A lot of this is pretty intuitive but I’m glad to hear it from a prestigious researcher. It’s a little annoying to hear people quote Hinton’s opinion as the “godfather” of AI as if there’s nothing more we need to know.

On a related note, I think there is a bit of nuance to superintelligence. The following are all notable landmarks on the climb to superintelligence:

1. At least as good as any human at a single cognitive task.

2. At least as good as any human on all cognitive tasks.

3. Better than any human on a single cognitive task.

4. Better than any individual human at all cognitive tasks.

5. Better than any group of humans at all cognitive tasks.

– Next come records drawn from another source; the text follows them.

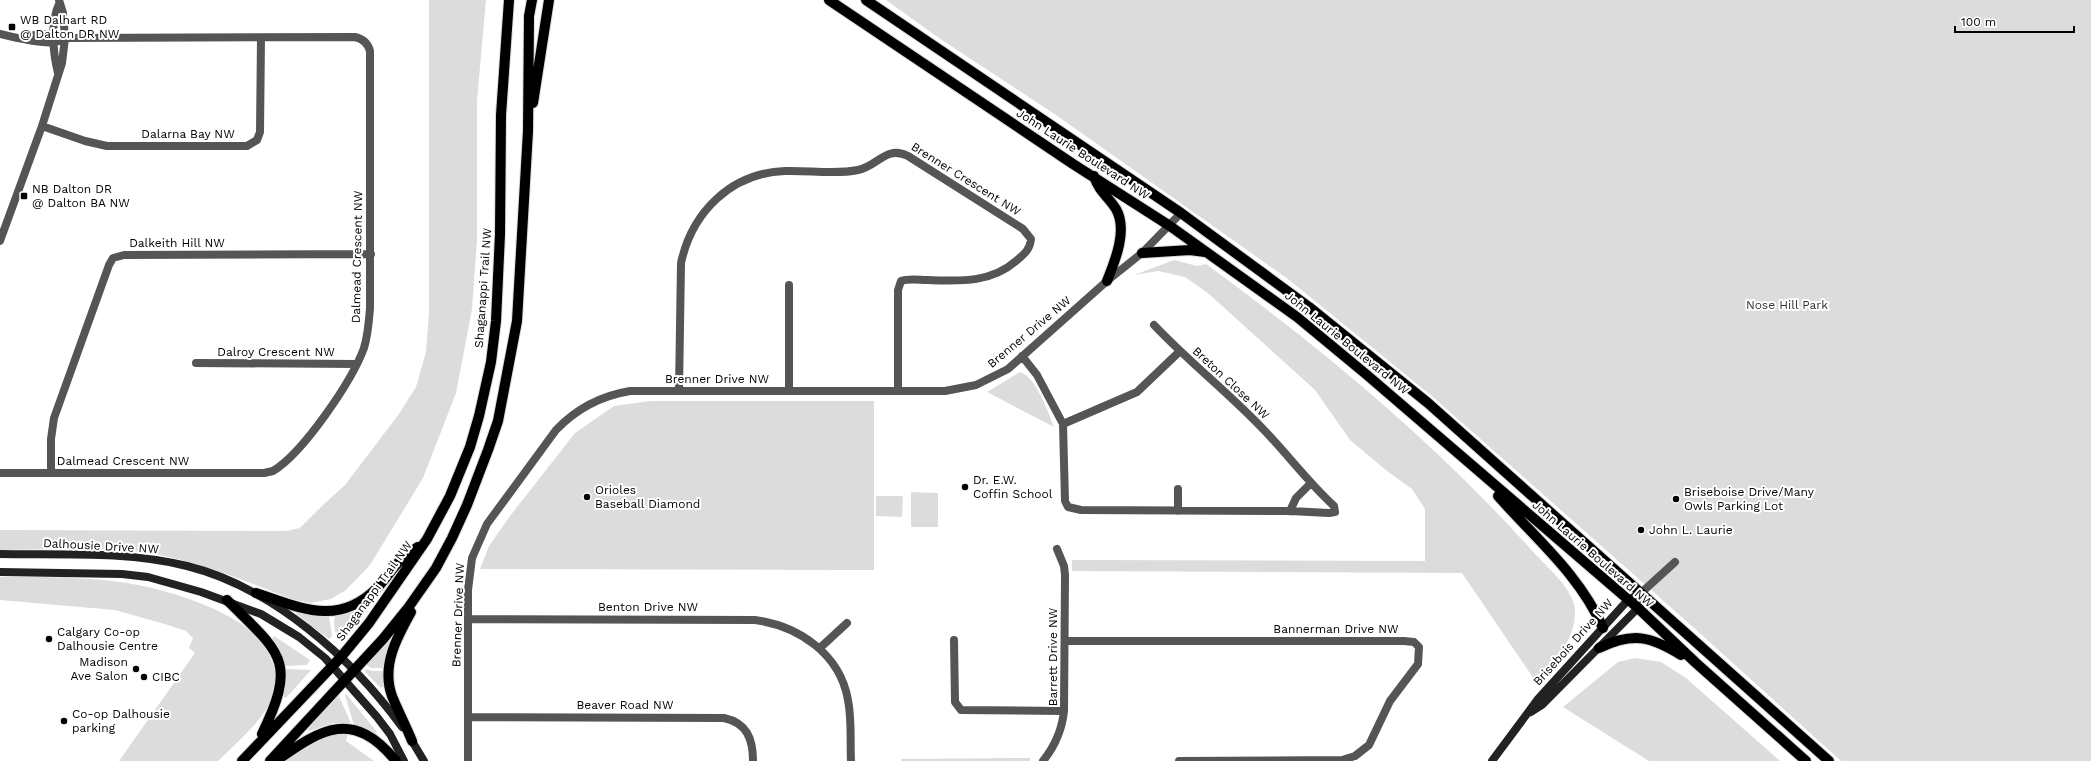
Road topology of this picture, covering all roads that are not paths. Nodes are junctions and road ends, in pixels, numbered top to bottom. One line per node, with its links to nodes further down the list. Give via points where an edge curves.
1 (509, 0): 42 (main road, Shaganappi Trail NW, via 501,115 496,321 491,362 470,447 450,496)
2 (532, 0): 15 (main road, via 529,23)
3 (549, 0): 15 (main road)
4 (829, 0): 16 (main road, John Laurie Boulevard NW)
5 (866, 0): 17 (main road, John Laurie Boulevard NW)
6 (59, 2): 8 (street, via 55,14); 10 (street, via 63,13)
7 (0, 34): 9 (street)
8 (54, 34): 9 (street, via 38,34); 10 (street); 12 (street)
9 (23, 38): 12 (street)
10 (65, 38): 11 (street, Dalmead Crescent NW); 12 (street); 13 (street)
11 (261, 38): 14 (street, Dalarna Bay NW, via 260,132 256,140 247,146 108,146); 23 (street, Dalmead Crescent NW, via 355,37 367,44 370,51)
12 (54, 43): 13 (street)
13 (58, 73): 14 (street)
14 (42, 126): 18 (street)
15 (528, 131): 47 (main road, via 517,322 499,414 467,505 452,538)
16 (1094, 176): 19 (main road, John Laurie Boulevard NW); 24 (main road, via 1098,188 1117,210 1120,225 1115,262)
17 (1181, 213): 19 (street, Brenner Drive NW); 49 (main road, John Laurie Boulevard NW, via 1310,307 1381,364)
18 (4, 219): 20 (street)
19 (1170, 226): 21 (main road, John Laurie Boulevard NW); 22 (street, Brenner Drive NW)
20 (0, 241)
21 (1207, 252): 22 (main road, via 1190,250); 35 (main road, John Laurie Boulevard NW, via 1297,317 1368,374)
22 (1142, 253): 24 (street, Brenner Drive NW)
23 (370, 254): 30 (street, Dalmead Crescent NW, via 368,334); 37 (street, Dalkeith Hill NW, via 124,255 113,258 54,418)
24 (1107, 280): 28 (street, Brenner Drive NW)
25 (789, 285): 32 (street)
26 (1154, 325): 27 (street)
27 (1179, 352): 34 (street, Breton Close NW, via 1137,392); 38 (street, Breton Close NW, via 1264,430)
28 (1022, 356): 33 (street, Brenner Drive NW, via 991,379 964,389); 34 (street, Breton Close NW, via 1037,375)
29 (196, 363): 30 (street, Dalroy Crescent NW)
30 (356, 364): 37 (street, Dalmead Crescent NW, via 310,435 277,468 268,472)
31 (679, 390): 32 (street, Brenner Drive NW); 33 (street, Brenner Crescent NW, via 681,263 687,242 701,214 732,186 758,175 784,171 859,170 897,152 908,156 1023,229 1031,239 1028,251 1003,271 989,277 966,281 901,281 898,290); 53 (street, Brenner Drive NW, via 630,391 608,396 577,411 556,430 479,538 469,573)
32 (789, 391): 33 (street, Brenner Drive NW)
33 (898, 391)
34 (1064, 424): 40 (street, Breton Close NW, via 1065,501 1068,507 1081,510)
35 (1474, 468): 51 (main road, John Laurie Boulevard NW); 55 (main road, via 1575,579)
36 (0, 473): 37 (street, Dalmead Crescent NW)
37 (51, 473)
38 (1311, 483): 41 (street, via 1296,498); 41 (street, Breton Close NW, via 1334,506 1335,512 1329,514)
39 (1178, 489): 40 (street)
40 (1178, 511): 41 (street, Breton Close NW)
41 (1290, 511)
42 (424, 542): 48 (main road, via 401,560 377,588 353,606 332,612 316,611); 60 (main road, Shaganappi Trail NW, via 369,623)
43 (1057, 550): 57 (street, Barrett Drive NW, via 1065,575)
44 (0, 554): 48 (street, Dalhousie Drive NW, via 108,556 151,560 187,566)
45 (1675, 562): 49 (street)
46 (0, 572): 50 (street, via 122,574 148,578)
47 (427, 581): 63 (main road, via 383,639); 68 (main road, via 394,644 389,669 391,694)
48 (256, 593): 60 (street, Dalhousie Drive NW)
49 (1641, 593): 51 (street, Brisebois Drive NW); 52 (street); 83 (main road, John Laurie Boulevard NW)
50 (227, 600): 62 (street, via 261,614 299,637); 69 (main road, via 271,645 281,667 280,693)
51 (1628, 600): 52 (main road, John Laurie Boulevard NW); 55 (street, Brisebois Drive NW)
52 (1638, 608): 59 (street, Brisebois Drive NW); 61 (main road, John Laurie Boulevard NW)
53 (469, 619): 58 (street, Benton Drive NW, via 755,620 793,630); 67 (street, Brenner Drive NW)
54 (847, 623): 58 (street)
55 (1603, 628): 66 (street, Brisebois Drive NW, via 1538,699)
56 (954, 640): 65 (street, via 955,702 961,710)
57 (1065, 641): 65 (street, Barrett Drive NW); 80 (street, Bannerman Drive NW, via 1404,641 1414,642 1419,647 1418,664 1390,701 1369,745 1355,756 1342,760)
58 (821, 647): 78 (street, Benton Drive NW, via 842,681 848,699)
59 (1599, 648): 61 (main road, via 1617,640 1634,637 1657,642); 66 (street, Brisebois Drive NW, via 1542,705)
60 (341, 657): 62 (main road, Shaganappi Trail NW); 63 (street, Dalhousie Drive NW)
61 (1696, 663): 82 (main road, John Laurie Boulevard NW)
62 (332, 666): 64 (street); 69 (main road, Shaganappi Trail NW)
63 (353, 670): 64 (main road); 68 (street, Dalhousie Drive NW, via 394,715)
64 (344, 679): 71 (main road); 74 (street, via 390,734)
65 (1064, 711): 79 (street, Barrett Drive NW, via 1055,744)
66 (1529, 713): 81 (street, Brisebois Drive NW)
67 (468, 717): 76 (street, Brenner Drive NW); 77 (street, Beaver Road NW, via 724,718 736,722 746,730 752,741)
68 (412, 741): 75 (street, Dalhousie Drive NW)
69 (258, 742): 70 (main road, Shaganappi Trail NW)
70 (242, 761)
71 (270, 761)
72 (276, 761): 73 (main road, via 312,736 334,729 361,732 388,750)
73 (396, 761)
74 (404, 761)
75 (424, 761)
76 (468, 761)
77 (753, 761)
78 (851, 761)
79 (1043, 761)
80 (1180, 761)
81 (1492, 761)
82 (1806, 761)
83 (1829, 761)

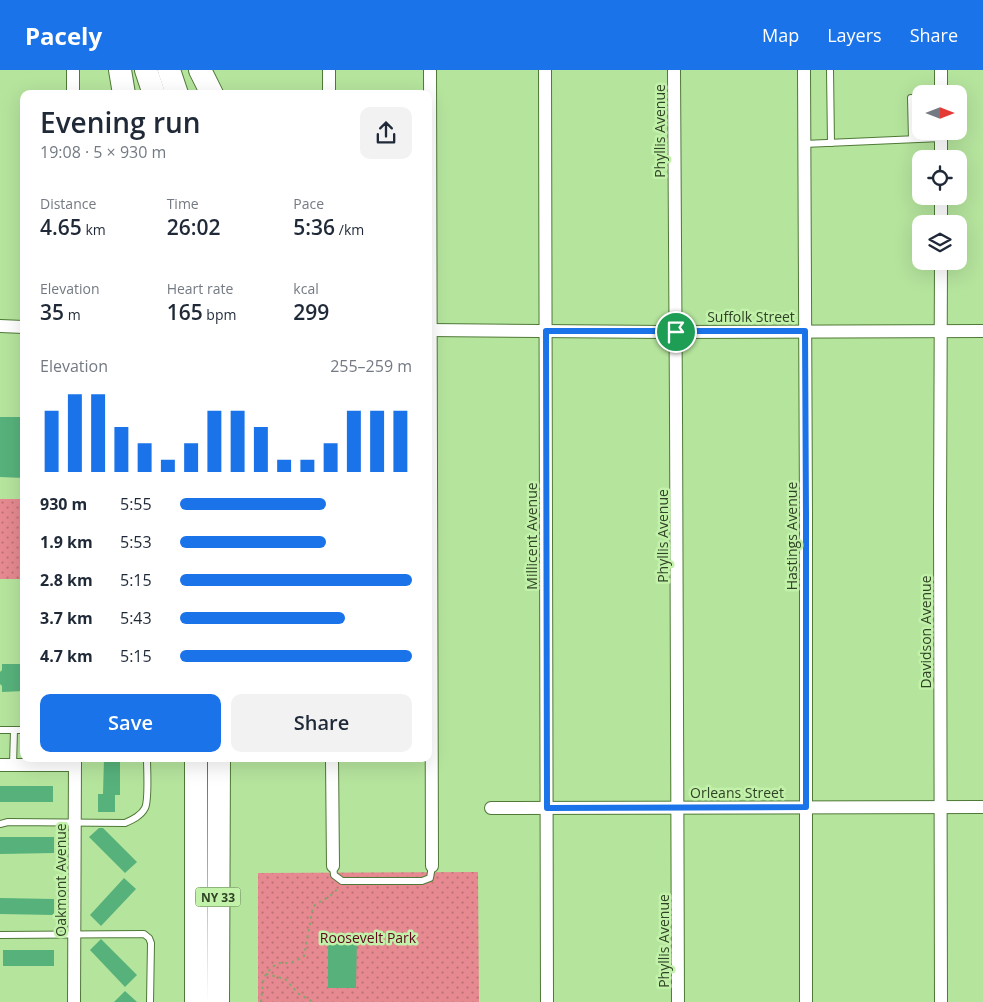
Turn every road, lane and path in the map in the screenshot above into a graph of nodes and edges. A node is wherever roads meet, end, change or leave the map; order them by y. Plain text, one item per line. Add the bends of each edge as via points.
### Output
1 (73, 70) edge
2 (120, 70) edge
3 (146, 70) edge
4 (168, 70) edge
5 (200, 70) edge
6 (329, 70) edge
7 (430, 70) edge
8 (545, 70) edge
9 (674, 70) edge
10 (804, 70) edge
11 (830, 70) edge
12 (942, 70) edge
13 (941, 85) edge
14 (73, 90) edge
15 (123, 90) edge
16 (153, 90) edge
17 (176, 90) edge
18 (210, 90) edge
19 (329, 90) edge
20 (430, 90) edge
21 (911, 98) dead end
22 (912, 139) joint
23 (831, 143) junction
24 (804, 144) junction
25 (941, 270) edge
26 (0, 326) edge
27 (20, 327) edge
28 (432, 330) edge
29 (546, 331) junction
30 (805, 331) junction
31 (941, 331) junction
32 (983, 331) edge
33 (676, 332) junction
34 (0, 730) edge
35 (14, 730) junction
36 (20, 730) edge
37 (76, 762) edge
38 (148, 762) edge
39 (196, 762) edge
40 (332, 762) edge
41 (431, 762) edge
42 (219, 764) edge
43 (6, 765) edge
44 (806, 807) junction
45 (941, 807) junction
46 (983, 807) edge
47 (491, 808) dead end
48 (547, 808) junction
49 (677, 808) junction
50 (76, 823) junction
51 (0, 824) edge
52 (333, 866) joint
53 (432, 866) joint
54 (342, 881) junction
55 (0, 935) edge
56 (75, 935) junction
57 (266, 974) junction
58 (74, 1002) edge
59 (150, 1002) edge
60 (196, 1002) edge
61 (218, 1002) edge
62 (261, 1002) edge
63 (313, 1002) edge
64 (547, 1002) edge
65 (678, 1002) edge
66 (806, 1002) edge
67 (941, 1002) edge

1 - 14 street
2 - 15 highway
3 - 16 highway
4 - 17 highway
5 - 18 highway
6 - 19 street
7 - 20 street
8 - 29 street, Millicent Avenue
9 - 33 street, Phyllis Avenue
10 - 24 street, Hastings Avenue
11 - 23 lane
12 - 13 street
21 - 22 lane
22 - 23 lane
23 - 24 lane
24 - 30 street, Hastings Avenue
25 - 31 street, Davidson Avenue
26 - 27 street
28 - 29 street, Suffolk Street
29 - 33 street, Suffolk Street
29 - 48 street, Millicent Avenue
30 - 31 street, Suffolk Street
30 - 33 street, Suffolk Street
30 - 44 street, Hastings Avenue
31 - 32 street, Suffolk Street
31 - 45 street, Davidson Avenue
33 - 49 street, Phyllis Avenue
34 - 35 lane
35 - 36 lane
35 - 43 lane
37 - 43 street
37 - 50 street, Oakmont Avenue
38 - 50 lane via 146,807 133,820 125,823
39 - 60 highway, NY 33
40 - 52 street
41 - 53 street
42 - 61 highway, NY 33
44 - 45 street, Orleans Street
44 - 49 street, Orleans Street
44 - 66 street, Hastings Avenue
45 - 46 street, Orleans Street
45 - 67 street, Davidson Avenue
47 - 48 street, Orleans Street
48 - 49 street, Orleans Street
48 - 64 street, Millicent Avenue
49 - 65 street, Phyllis Avenue
50 - 51 lane
50 - 56 street, Oakmont Avenue
52 - 54 lane via 334,875
53 - 54 lane via 430,878 422,880
54 - 57 path via 334,894 313,907 304,956 296,961 276,964
55 - 56 lane
56 - 58 street, Oakmont Avenue
56 - 59 lane via 144,934 149,938
57 - 62 path
57 - 63 path via 285,979 299,994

We are not yet at point 4 yet. But even after that point, a group of humans may still outperform the AI.

Why this matters is if part of the “group” is performing empirical experiments to conduct scientific research, an AI on its own won’t outperform your group unless the AI can also perform those experiments or find some way to avoid doing them. This is another way of restating the original Twitter post.

  • solid_fuel 10 hours ago

    Are we even at point #3 for anything besides structured games like Go or Chess? Not that those tasks aren't valuable but there is a difference between a rigidly structured and scored task like Chess and something free-form like "fold this towel" or "write this program".

    • thrwaway55 4 hours ago

      Are we even at that in large problem space games like go? Alpha go lost to amateurs making a really big wall that took too many steps to calculate until it was hand patched by humans.

      Perfect Plagiarism is a hell of a handicap

fennecbutt 9 hours ago

AI needs evolutionary pressures beyond a simple reward algo. IRL is extremely data rich and nuanced. Current learning is just ingesting semantics and that's it.

There's the beginnings of it with things like icot to force it to internalise basic reasoning but I have a few ideas for more things and I'm sure actual ML researchers do, too.